**DATA TO USE**

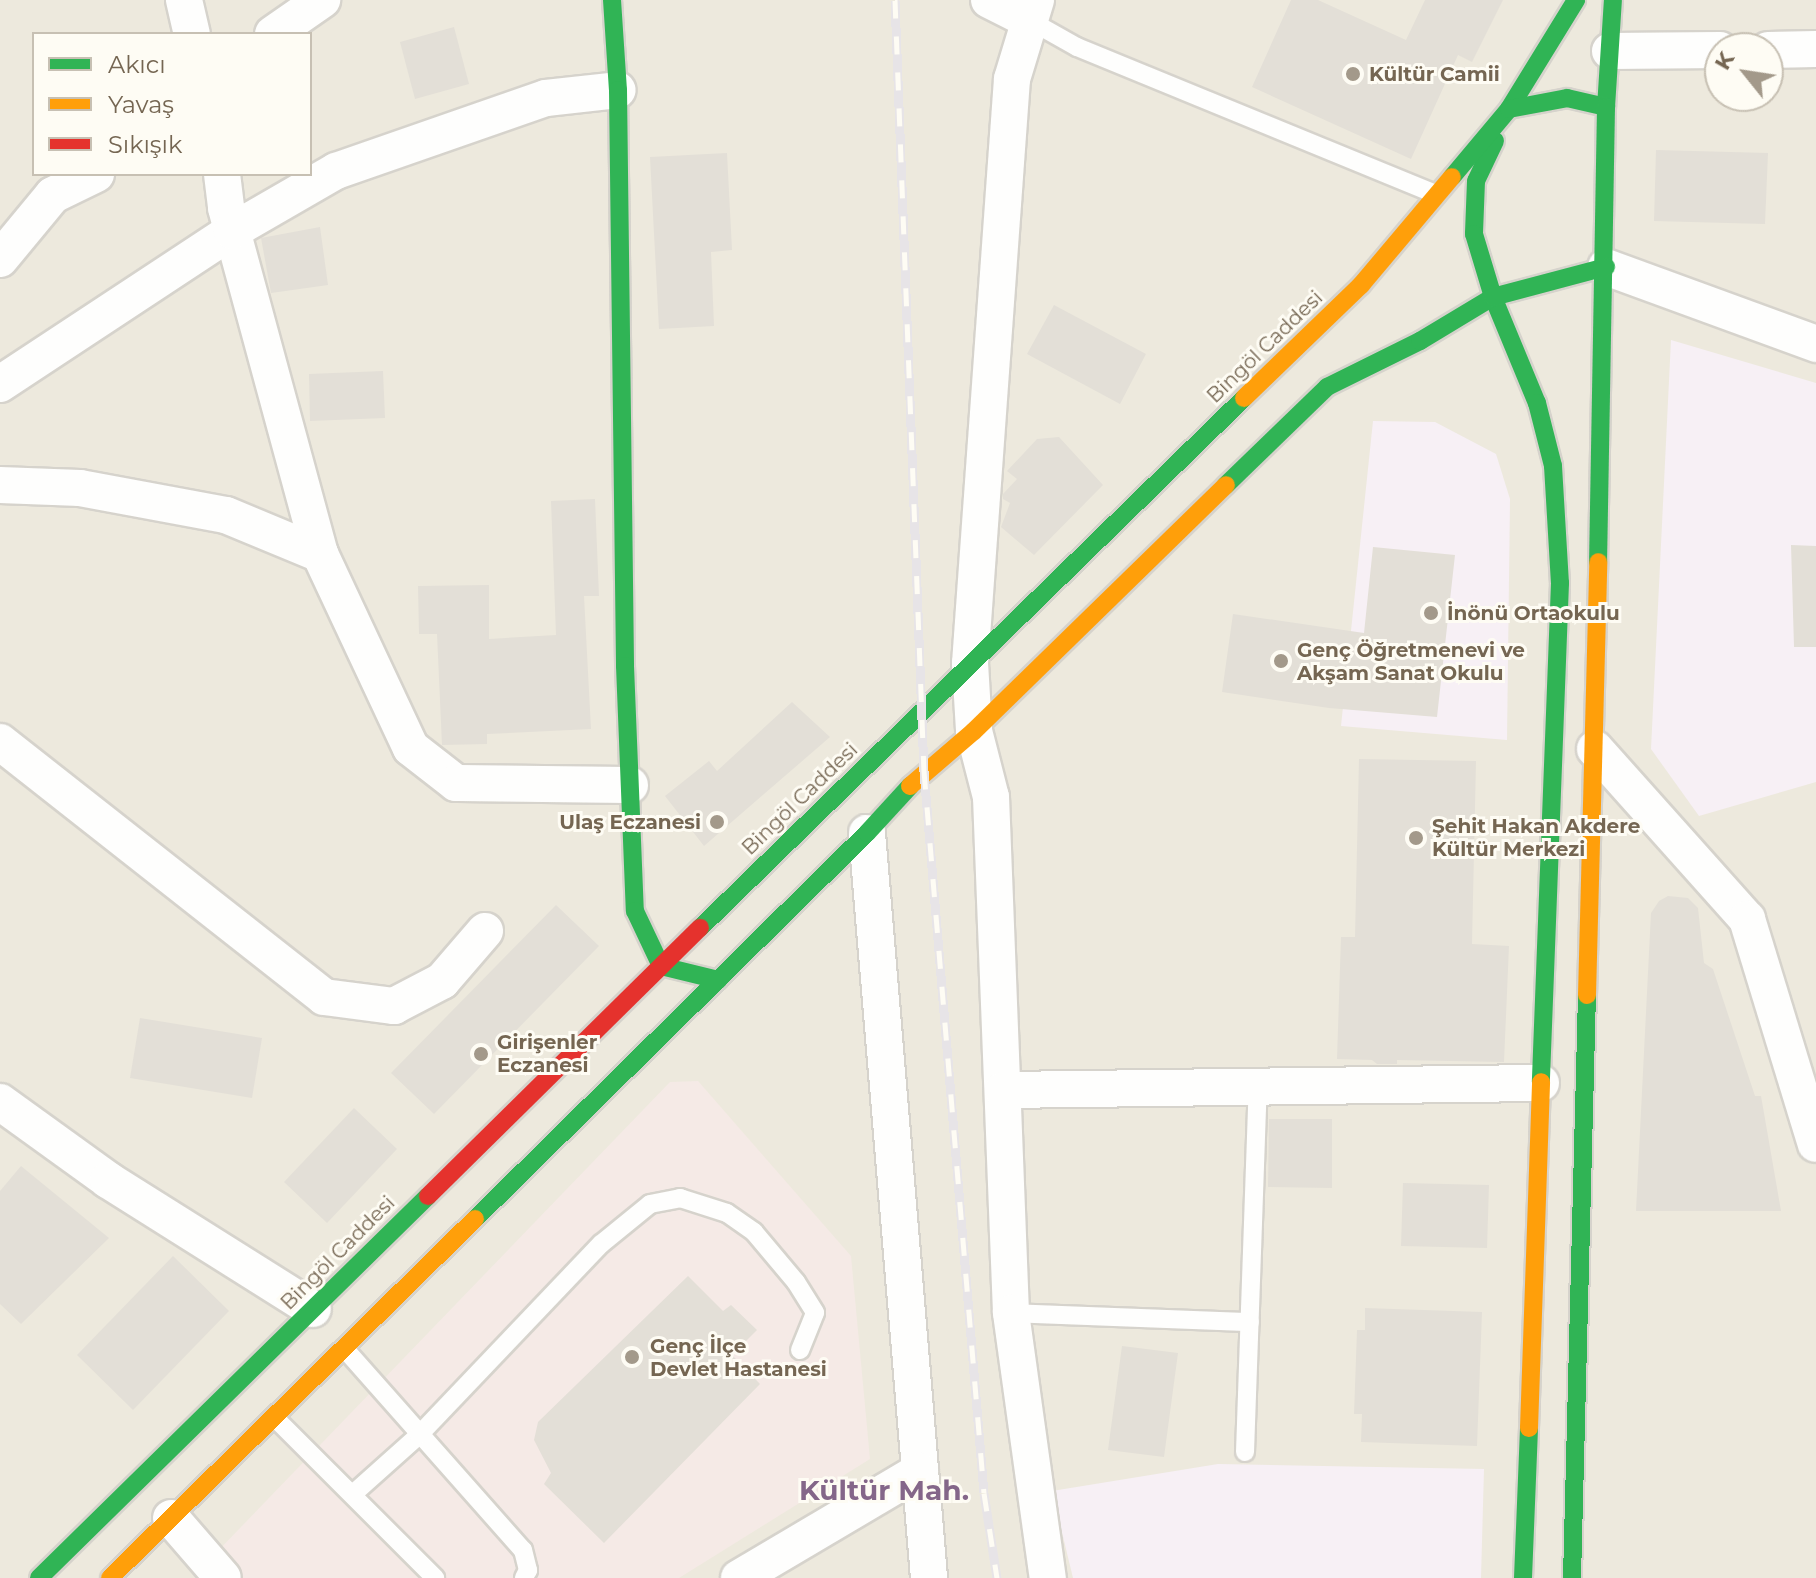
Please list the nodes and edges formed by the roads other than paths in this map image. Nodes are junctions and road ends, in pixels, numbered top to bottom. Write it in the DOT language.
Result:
graph roads {
  1 [pos="184,0"];
  2 [pos="322,0"];
  3 [pos="612,0"];
  4 [pos="989,0"];
  5 [pos="1613,0"];
  6 [pos="1567,3"];
  7 [pos="1032,10"];
  8 [pos="192,32"];
  9 [pos="276,32"];
  10 [pos="1816,49"];
  11 [pos="1704,50"];
  12 [pos="1784,50"];
  13 [pos="1610,51"];
  14 [pos="618,90"];
  15 [pos="1606,107"];
  16 [pos="1509,109"];
  17 [pos="92,176"];
  18 [pos="222,176"];
  19 [pos="1437,195"];
  20 [pos="232,231"];
  21 [pos="0,259"];
  22 [pos="1606,267"];
  23 [pos="1493,297"];
  24 [pos="1816,344"];
  25 [pos="0,384"];
  26 [pos="0,485"];
  27 [pos="320,554"];
  28 [pos="970,663"];
  29 [pos="974,731"];
  30 [pos="0,742"];
  31 [pos="1595,749"];
  32 [pos="630,785"];
  33 [pos="867,833"];
  34 [pos="485,931"];
  35 [pos="661,966"];
  36 [pos="718,980"];
  37 [pos="1541,1083"];
  38 [pos="1258,1086"];
  39 [pos="1003,1090"];
  40 [pos="1,1096"];
  41 [pos="1816,1144"];
  42 [pos="313,1309"];
  43 [pos="1011,1313"];
  44 [pos="1250,1322"];
  45 [pos="344,1348"];
  46 [pos="800,1350"];
  47 [pos="274,1417"];
  48 [pos="419,1435"];
  49 [pos="1245,1452"];
  50 [pos="920,1471"];
  51 [pos="353,1494"];
  52 [pos="171,1518"];
  53 [pos="39,1578"];
  54 [pos="110,1578"];
  55 [pos="223,1578"];
  56 [pos="435,1578"];
  57 [pos="524,1578"];
  58 [pos="739,1578"];
  59 [pos="929,1578"];
  60 [pos="1048,1578"];
  61 [pos="1523,1578"];
  62 [pos="1572,1578"];
  1 -- 8 [label="street"];
  2 -- 9 [label="street"];
  3 -- 14 [label="main road"];
  4 -- 7 [label="street"];
  5 -- 13 [label="main road"];
  6 -- 16 [label="main road"];
  7 -- 19 [label="lane"];
  7 -- 28 [label="street"];
  10 -- 12 [label="street"];
  11 -- 13 [label="street"];
  13 -- 15 [label="main road"];
  14 -- 20 [label="street"];
  14 -- 32 [label="main road"];
  15 -- 16 [label="main road"];
  15 -- 22 [label="main road"];
  16 -- 19 [label="main road, Bingöl Caddesi"];
  16 -- 23 [label="main road"];
  17 -- 21 [label="street"];
  18 -- 20 [label="street"];
  19 -- 28 [label="main road, Bingöl Caddesi"];
  20 -- 25 [label="street"];
  20 -- 27 [label="street"];
  22 -- 23 [label="main road"];
  22 -- 24 [label="street"];
  22 -- 31 [label="main road"];
  23 -- 29 [label="main road"];
  23 -- 37 [label="main road"];
  26 -- 27 [label="street"];
  27 -- 32 [label="street"];
  28 -- 29 [label="street"];
  28 -- 35 [label="main road, Bingöl Caddesi"];
  29 -- 33 [label="main road"];
  29 -- 39 [label="street"];
  30 -- 34 [label="street"];
  31 -- 41 [label="street"];
  31 -- 62 [label="main road"];
  32 -- 35 [label="main road"];
  33 -- 36 [label="main road"];
  33 -- 50 [label="street"];
  35 -- 36 [label="main road"];
  35 -- 42 [label="main road, Bingöl Caddesi"];
  36 -- 45 [label="main road"];
  37 -- 38 [label="street"];
  37 -- 61 [label="main road"];
  38 -- 39 [label="street"];
  38 -- 44 [label="lane"];
  39 -- 43 [label="street"];
  40 -- 42 [label="street"];
  42 -- 53 [label="main road, Bingöl Caddesi"];
  43 -- 44 [label="lane"];
  43 -- 60 [label="street"];
  44 -- 49 [label="lane"];
  45 -- 47 [label="main road"];
  45 -- 48 [label="lane"];
  46 -- 48 [label="lane"];
  47 -- 51 [label="lane"];
  47 -- 52 [label="main road"];
  48 -- 51 [label="lane"];
  48 -- 57 [label="lane"];
  50 -- 58 [label="street"];
  50 -- 59 [label="street"];
  51 -- 56 [label="lane"];
  52 -- 54 [label="main road"];
  52 -- 55 [label="street"];
}
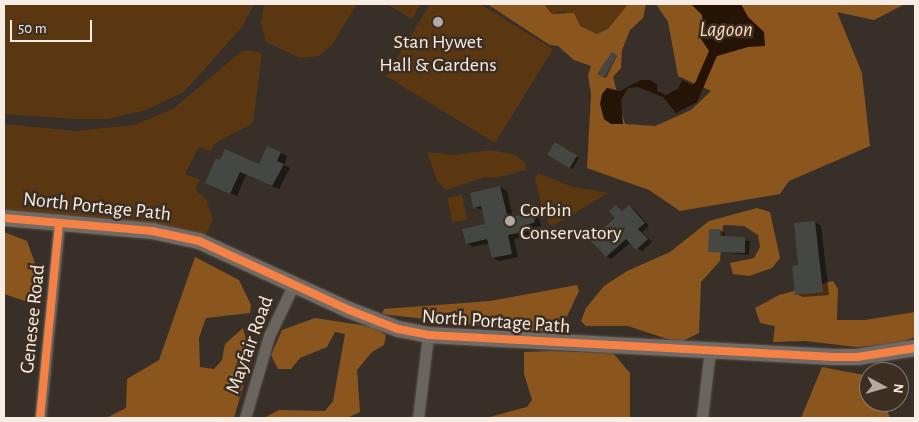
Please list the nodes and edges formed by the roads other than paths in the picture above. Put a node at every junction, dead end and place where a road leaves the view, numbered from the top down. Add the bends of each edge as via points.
1 (4, 218) edge
2 (59, 223) junction
3 (294, 286) junction
4 (428, 335) junction
5 (915, 348) edge
6 (710, 350) junction
7 (40, 418) edge
8 (245, 418) edge
9 (418, 418) edge
10 (702, 418) edge

1 - 2 main road, North Portage Path
2 - 3 main road, North Portage Path via 152,231 199,241
2 - 7 street, Genesee Road
3 - 4 main road, North Portage Path via 376,321
3 - 8 street, Mayfair Road via 269,336
4 - 6 main road, North Portage Path
4 - 9 street
5 - 6 main road, North Portage Path via 857,356
6 - 10 street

**WORK TO COMPLETE**
Take each line of the material that contains the word "Please" and list it.

**EXERCISE SOLUTION**
Please list the nodes and edges formed by the roads other than paths in this map image. Nodes are junctions and road ends, in pixels, numbered top to bottom. Write it in the DOT language.
Please list the nodes and edges formed by the roads other than paths in the picture above. Put a node at every junction, dead end and place where a road leaves the view, numbered from the top down. Add the bends of each edge as via points.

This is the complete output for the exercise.